Art is no longer profitable, except when it is handled by corporations, agencies, and those who want to make money from it. Il Cinema Ritrovato is fully dedicated to the idea of pure art, and how it manages to survive is a question that should be put to the brilliant team handling the festival’s financial side. They perform magic, I believe.


- When I was there last year, I was amazed by how diverse the audience was and, above all, how engaged they were with all the screenings and presentations. How do you achieve that connection to foster a new generation of film lovers?

It’s partly organic and partly due to the expansion of the programme into directions that were not among the festival’s main identities, let us say, ten years ago. That has attracted people of different age groups and social backgrounds. But once they are in Bologna, all of a sudden they begin experimenting and moving beyond the initial framework that brought them to the festival, cherry-picking films from different strands and immersing themselves in the totality of the event.


- Regarding this edition, you’re featuring a retrospective on a Spanish filmmaker, Juan Antonio Bardem. What interested you about this director, who is a major figure in our country on par with Buñuel or Berlanga?

I have been an unconditional admirer of his work ever since I saw Calle Mayor, although it was La venganza that shook me most profoundly.

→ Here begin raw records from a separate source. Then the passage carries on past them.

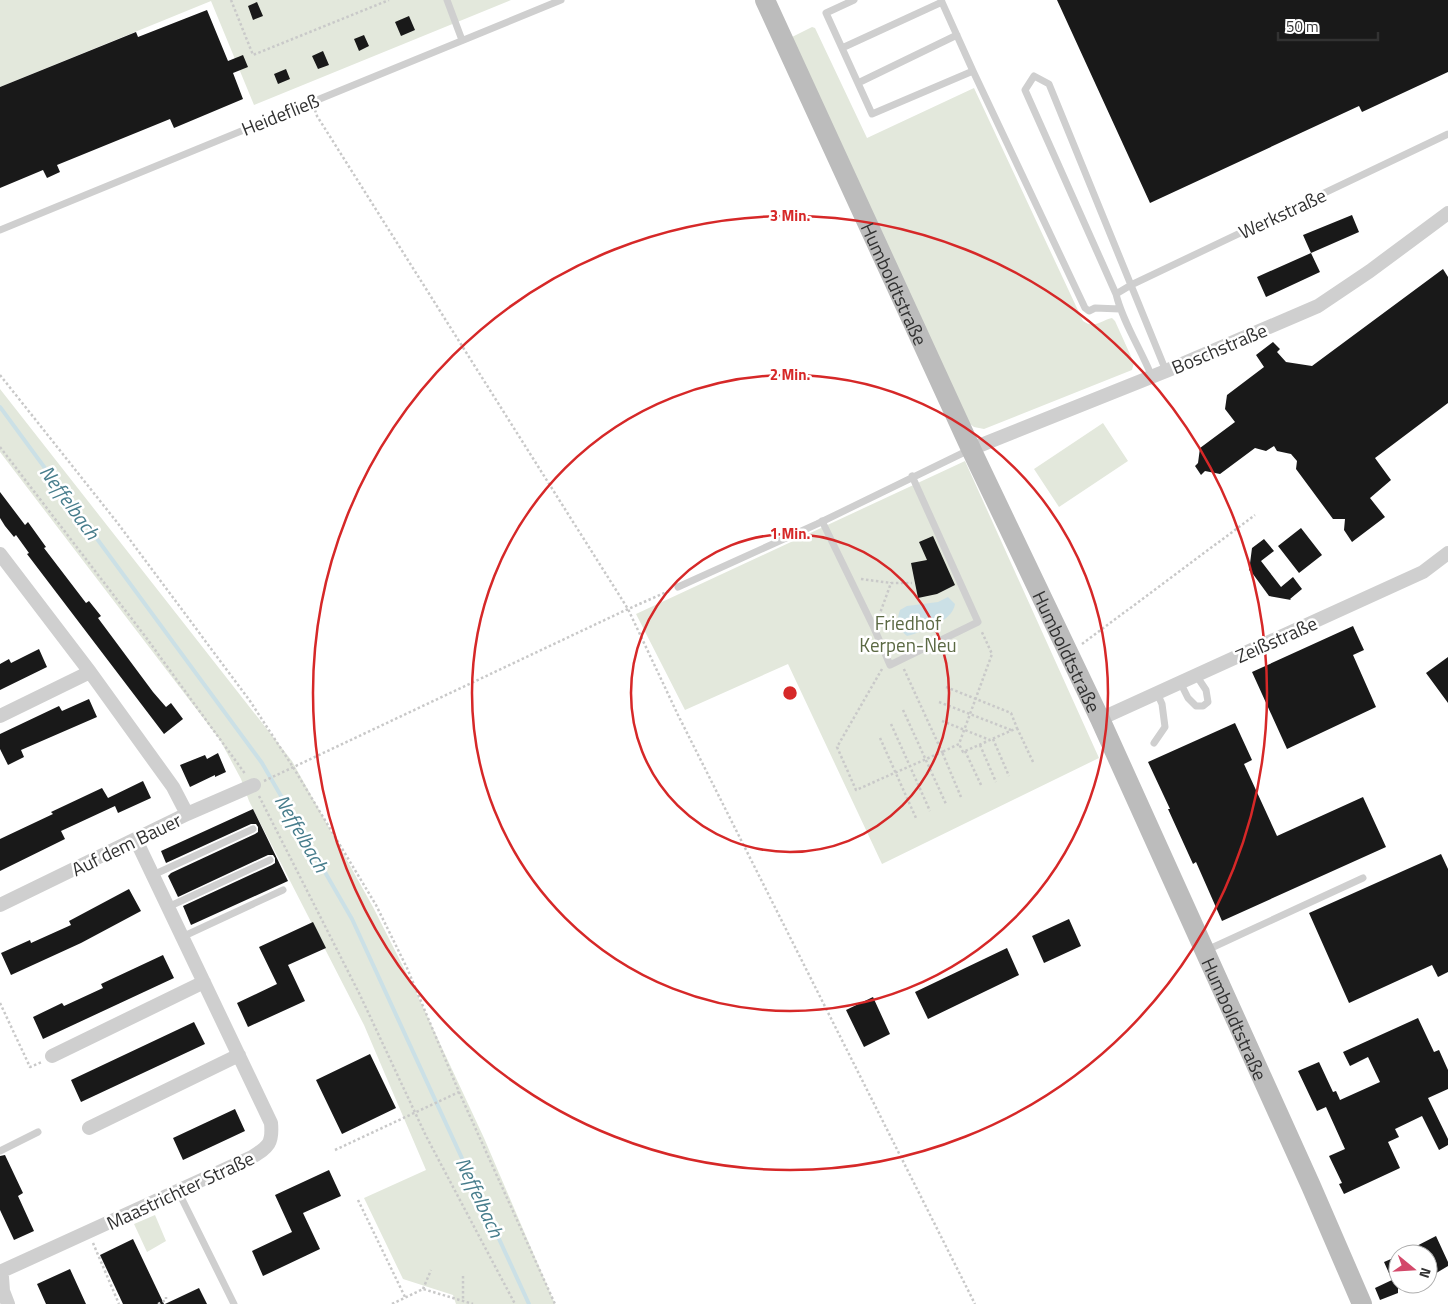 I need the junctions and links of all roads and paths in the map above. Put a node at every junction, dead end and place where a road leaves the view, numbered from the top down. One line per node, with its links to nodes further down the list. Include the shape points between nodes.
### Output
1 (231, 0): 2 (path, via 253,55)
2 (389, 0)
3 (448, 0): 9 (lane)
4 (561, 0): 9 (lane, Heidefließ)
5 (765, 0): 23 (street, Humboldtstraße)
6 (854, 0): 10 (lane, via 826,13)
7 (941, 1): 8 (lane); 10 (lane)
8 (957, 35): 11 (lane); 12 (lane)
9 (462, 40): 13 (lane, Heidefließ)
10 (842, 48): 12 (lane)
11 (973, 70): 12 (lane, via 872,114); 19 (lane, via 1085,308 1089,311 1095,308)
12 (858, 84)
13 (312, 101): 16 (lane, Heidefließ); 33 (path, via 318,116)
14 (1448, 134): 17 (lane, Werkstraße)
15 (1448, 212): 20 (street, Boschstraße, via 1318,306)
16 (0, 230)
17 (1131, 285): 18 (lane, Werkstraße); 18 (lane, via 1049,84 1034,76 1025,90); 20 (lane)
18 (1116, 294): 19 (lane)
19 (1120, 309): 22 (lane)
20 (1166, 371): 22 (street, Boschstraße)
21 (0, 375): 65 (path, via 116,521 244,693)
22 (1152, 377): 23 (street, Boschstraße)
23 (971, 448): 24 (lane); 36 (street, Humboldtstraße)
24 (912, 476): 26 (lane); 34 (lane)
25 (1255, 515): 36 (path)
26 (822, 521): 29 (lane); 32 (lane)
27 (1448, 553): 40 (street, Zeißstraße, via 1423,572)
28 (0, 554): 39 (street)
29 (850, 577): 30 (path); 35 (lane)
30 (891, 583): 31 (path); 35 (path)
31 (912, 583)
32 (678, 587): 33 (path)
33 (628, 608): 65 (path); 114 (path, via 678,715)
34 (978, 622): 37 (lane); 44 (path, via 992,654)
35 (874, 628): 38 (lane)
36 (1069, 653): 49 (street, Humboldtstraße)
37 (900, 659): 38 (lane); 61 (path)
38 (890, 664): 66 (path, via 882,668 837,747 856,790)
39 (90, 672): 48 (street); 75 (street, via 173,787)
40 (1196, 675): 41 (street, Zeißstraße); 41 (lane, via 1208,696 1208,702 1203,706 1196,706 1188,698)
41 (1180, 682): 43 (street, Zeißstraße)
42 (946, 687): 44 (path)
43 (1156, 692): 49 (street, Zeißstraße); 57 (lane, via 1162,704 1165,728)
44 (975, 699): 47 (path); 52 (path, via 1011,713)
45 (939, 702): 47 (path)
46 (903, 710): 62 (path)
47 (970, 714): 53 (path); 54 (path)
48 (0, 716)
49 (1100, 719): 86 (street, Humboldtstraße)
50 (942, 721): 53 (path)
51 (892, 724): 64 (path)
52 (1017, 728): 54 (path); 63 (path)
53 (964, 730): 56 (path); 58 (path)
54 (1011, 730): 56 (path)
55 (880, 738): 66 (path)
56 (991, 739): 59 (path); 68 (path)
57 (1154, 743)
58 (959, 744): 60 (path, via 963,752); 61 (path)
59 (980, 745): 60 (path); 69 (path)
60 (966, 751): 71 (path)
61 (942, 752): 62 (path); 72 (path)
62 (926, 759): 64 (path); 73 (path)
63 (1034, 764)
64 (911, 766): 66 (path); 74 (path)
65 (293, 767): 67 (path); 92 (path, via 376,905 407,968)
66 (896, 773): 76 (path)
67 (278, 775)
68 (1009, 776)
69 (996, 782)
70 (254, 785): 75 (street, Auf dem Bauer)
71 (982, 787)
72 (961, 798)
73 (946, 804)
74 (930, 811)
75 (187, 814): 78 (street, Auf dem Bauer)
76 (916, 818)
77 (253, 829): 80 (lane)
78 (136, 840): 80 (street, Maastrichter Straße); 83 (street, Auf dem Bauer)
79 (270, 860): 84 (lane)
80 (153, 875): 84 (street, Maastrichter Straße)
81 (1363, 878): 86 (lane)
82 (283, 890): 85 (lane)
83 (0, 905)
84 (168, 907): 85 (street, Maastrichter Straße)
85 (182, 937): 87 (street, Maastrichter Straße)
86 (1205, 951): 115 (street, Humboldtstraße)
87 (204, 982): 89 (street, Maastrichter Straße); 90 (street)
88 (0, 1003): 91 (path)
89 (239, 1055): 93 (street); 97 (street, Maastrichter Straße, via 271,1123 270,1142 252,1157)
90 (52, 1056)
91 (30, 1067)
92 (457, 1092): 96 (path); 113 (path)
93 (90, 1128)
94 (38, 1132): 95 (lane)
95 (0, 1150)
96 (334, 1150)
97 (178, 1192): 99 (street, Maastrichter Straße); 110 (lane)
98 (358, 1200): 105 (path)
99 (88, 1232): 101 (street, Maastrichter Straße); 108 (path)
100 (431, 1270): 103 (path)
101 (0, 1272): 107 (street, via 2,1291)
102 (463, 1276): 106 (path)
103 (423, 1289): 105 (path); 106 (path)
104 (166, 1297): 109 (path)
105 (405, 1297): 111 (path)
106 (463, 1301): 112 (path)
107 (8, 1304)
108 (119, 1304)
109 (158, 1304)
110 (234, 1304)
111 (392, 1304)
112 (473, 1304)
113 (555, 1304)
114 (975, 1304)
115 (1362, 1304)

What I like about his films are the subversive qualities he maintained during the dictatorship and the brevity with which he used post-war European modernism to tell stories that were so distinctively Spanish.

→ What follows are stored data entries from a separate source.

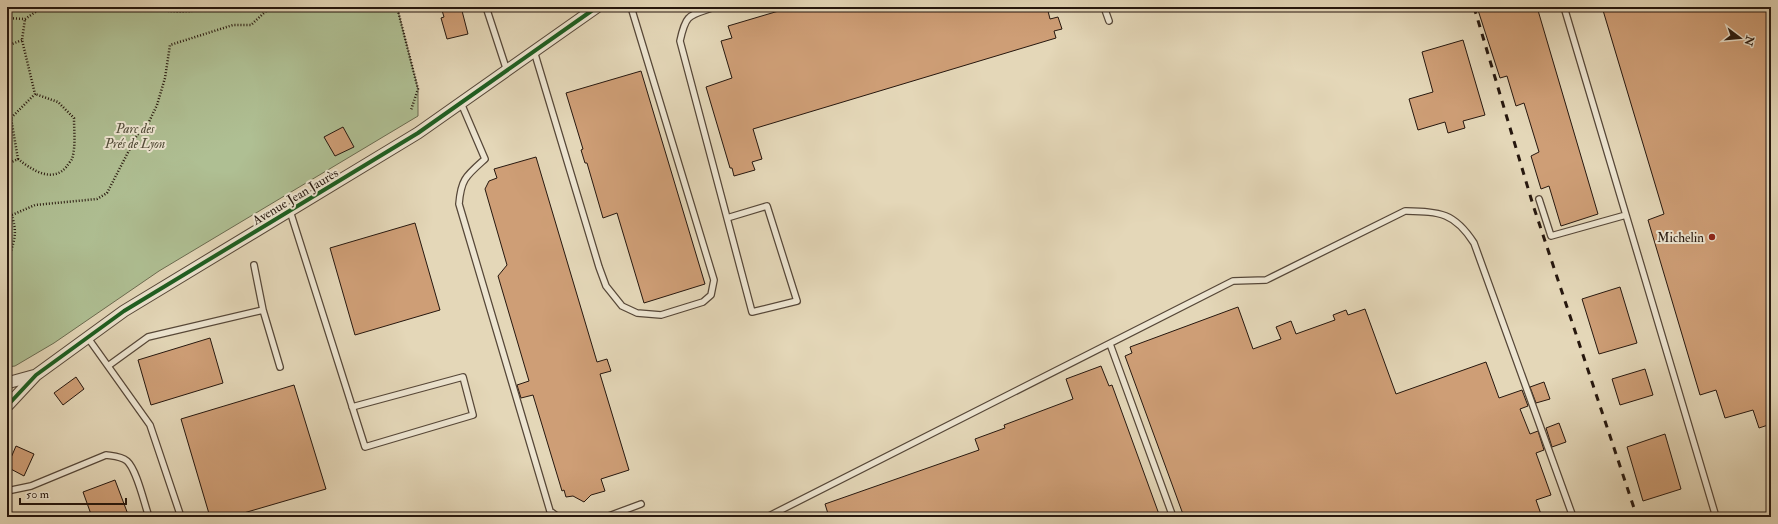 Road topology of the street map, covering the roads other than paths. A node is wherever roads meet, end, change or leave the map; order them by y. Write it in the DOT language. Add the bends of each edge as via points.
graph roads {
  1 [pos="486,7"];
  2 [pos="597,7"];
  3 [pos="631,7"];
  4 [pos="715,7"];
  5 [pos="1104,7"];
  6 [pos="1564,7"];
  7 [pos="1109,21"];
  8 [pos="534,51"];
  9 [pos="507,71"];
  10 [pos="461,103"];
  11 [pos="1539,200"];
  12 [pos="290,211"];
  13 [pos="1626,215"];
  14 [pos="727,218"];
  15 [pos="254,265"];
  16 [pos="263,310"];
  17 [pos="88,338"];
  18 [pos="1110,344"];
  19 [pos="108,366"];
  20 [pos="280,367"];
  21 [pos="36,375"];
  22 [pos="7,383"];
  23 [pos="7,406"];
  24 [pos="352,407"];
  25 [pos="7,492"];
  26 [pos="641,504"];
  27 [pos="149,517"];
  28 [pos="181,517"];
  29 [pos="558,517"];
  30 [pos="606,517"];
  31 [pos="767,517"];
  32 [pos="1173,517"];
  33 [pos="1573,517"];
  34 [pos="1716,517"];
  1 -- 9 [label="lane"];
  2 -- 8 [label="street, Avenue Jean Jaurès"];
  3 -- 8 [label="lane" via="714,280 711,295 703,302 661,315 637,313 622,306 606,286"];
  4 -- 14 [label="lane" via="688,16 680,41"];
  5 -- 7 [label="lane"];
  6 -- 13 [label="lane"];
  8 -- 9 [label="street, Avenue Jean Jaurès"];
  9 -- 10 [label="street, Avenue Jean Jaurès"];
  10 -- 12 [label="street, Avenue Jean Jaurès" via="418,133"];
  10 -- 29 [label="lane" via="485,159 467,175 460,188 460,204 550,511"];
  11 -- 13 [label="lane" via="1551,236"];
  12 -- 17 [label="street, Avenue Jean Jaurès" via="124,312"];
  12 -- 24 [label="lane"];
  13 -- 34 [label="lane"];
  14 -- 14 [label="lane" via="767,206 797,301 752,312"];
  15 -- 16 [label="lane"];
  16 -- 19 [label="lane" via="148,337"];
  16 -- 20 [label="lane"];
  17 -- 19 [label="lane"];
  17 -- 21 [label="street, Avenue Jean Jaurès"];
  18 -- 31 [label="lane"];
  18 -- 32 [label="lane"];
  18 -- 33 [label="lane" via="1233,281 1266,280 1405,211 1445,214 1464,227 1474,243"];
  19 -- 28 [label="lane" via="150,425"];
  21 -- 22 [label="street, Avenue Jean Jaurès"];
  21 -- 23 [label="street, Avenue Jean Jaurès"];
  24 -- 24 [label="lane" via="463,377 473,415 365,447"];
  25 -- 27 [label="lane" via="31,486 106,455 115,456 126,460 132,468"];
  26 -- 30 [label="lane"];
}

- You’ll also be featuring special series on screwball comedy, focusing on Mitchell Leisen and Barbara Stanwyck. I have to confess is on of my favorites genre. What can you tell me about screwball, which has fallen somewhat out of favor today, and about the importance of both Leisen and Stanwyck in the history of cinema?

I would beg to differ. Although Leisen has always been labelled as a screwball director, his films are in reality less screwball than they are entrenched in melodrama. His comedies are not as goofy as, shall we say, those of Preston Sturges. He inhabits a domain of his own—partly self-invented—in which sophistication of style, language, and sexual shenanigans is far smoother and subtler than in the work of many other masters of the genre.

The selection assembled by Molly Haskell for the Stanwyck strand also paints a richly varied portrait of her career, ranging from pre-Code melodrama to comedy, from film noir to the western. In fact, half of the films in that selection are rather dark works.


- As a journalist but also as a film passionate, it’s a breath of fresh air for me to watch films from so many years ago and see that, in many ways, they have a much more appealing visual style than today’s films. Since you’re a filmmaker as well as a programmer, is Il Cinema Ritrovato, in its own way, a form of resistance against today’s cinema, which has standardized and homogenized its image—the so-called “Netflix Lightning”?

If it is a form of resistance, it is a resistance against banality and against disregard for history and truth. If it is a celebration, it is a celebration of form, beauty, style, and unassuming art. We do our own little thing, and if that appears, from the outside, to be a deliberate attempt to counter the commercialisation of cinema, then all the better.


- I follow your newsletter and have seen some of your recommendations for this 40th edition in recent days, but if you had to choose just five of them, which ones would they be? And just from Juan Antonio Bardem?

Tarva Yeghanakner, Darling, How Could You!, Ten Seconds to Hell, Dayereh-ye Mina, and of course La venganza.


- Finally, what are your expectations for this 40th edition, and what future do you foresee for the festival?

That it remains enjoyable and continues to offer opportunities for discovery and self-illumination. If that works, then we are already in the future, walking through it and shaping it through the choices and directions we pursue today.